Show that the vector $\hat{i}+\hat{j}+\hat{k}$ is equally inclined to the axes OX, OY and OZ.

Answer 1

Let $a=\hat{i}+\hat{j}+\hat{k}$
Then, magnitude of vector $a=|a|=\sqrt{1^2+1^2+1^2}=\sqrt{3}$
Therefore, the direction cosines of a are $\frac{x}{|a|},\frac{y}{|a|},\frac{z}{|a|}i.e.,\frac{1}{\sqrt{3}},\frac{1}{\sqrt{3}},\frac{1}{\sqrt{3}}.$
If a makes angles $\alpha ,\beta$ and $\gamma$ respectively with (positive) OX,OY and OZ.
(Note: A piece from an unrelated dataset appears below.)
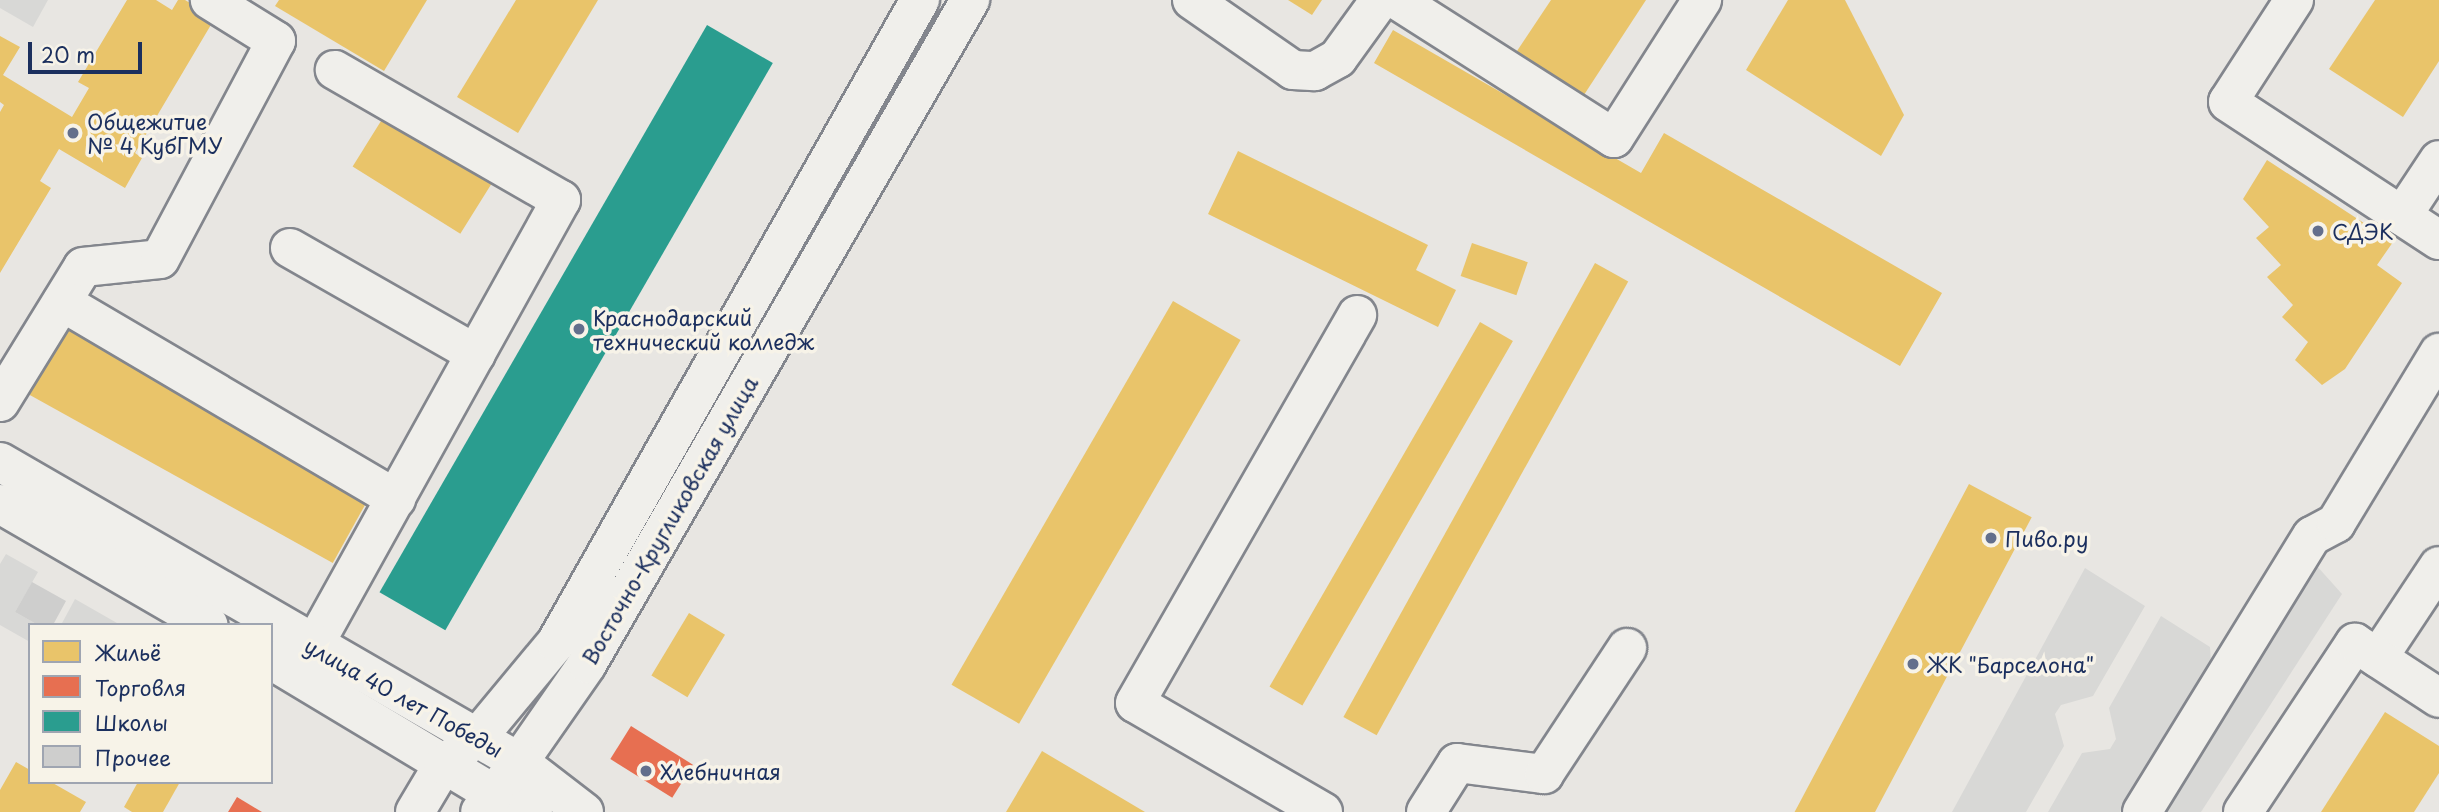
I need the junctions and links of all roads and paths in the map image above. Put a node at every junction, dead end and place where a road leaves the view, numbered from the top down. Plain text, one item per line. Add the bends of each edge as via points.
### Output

Then, we have cos $\alpha =1/\sqrt{3}$
$(\because$Direction cosines are the cosines of the angles made by $\hat{i},\hat{j},\hat{k}$ components of the vector with X,Y and Z axes)
$cos\beta =\frac{1}{\sqrt{3}}andcos\gamma =\frac{1}{\sqrt{3}},\alpha =\beta =\gamma =co{s}^{-1}\left(\frac{1}{\sqrt{3}}\right)$
Hence, the given vector a is equally inclined with OX, OY and OZ.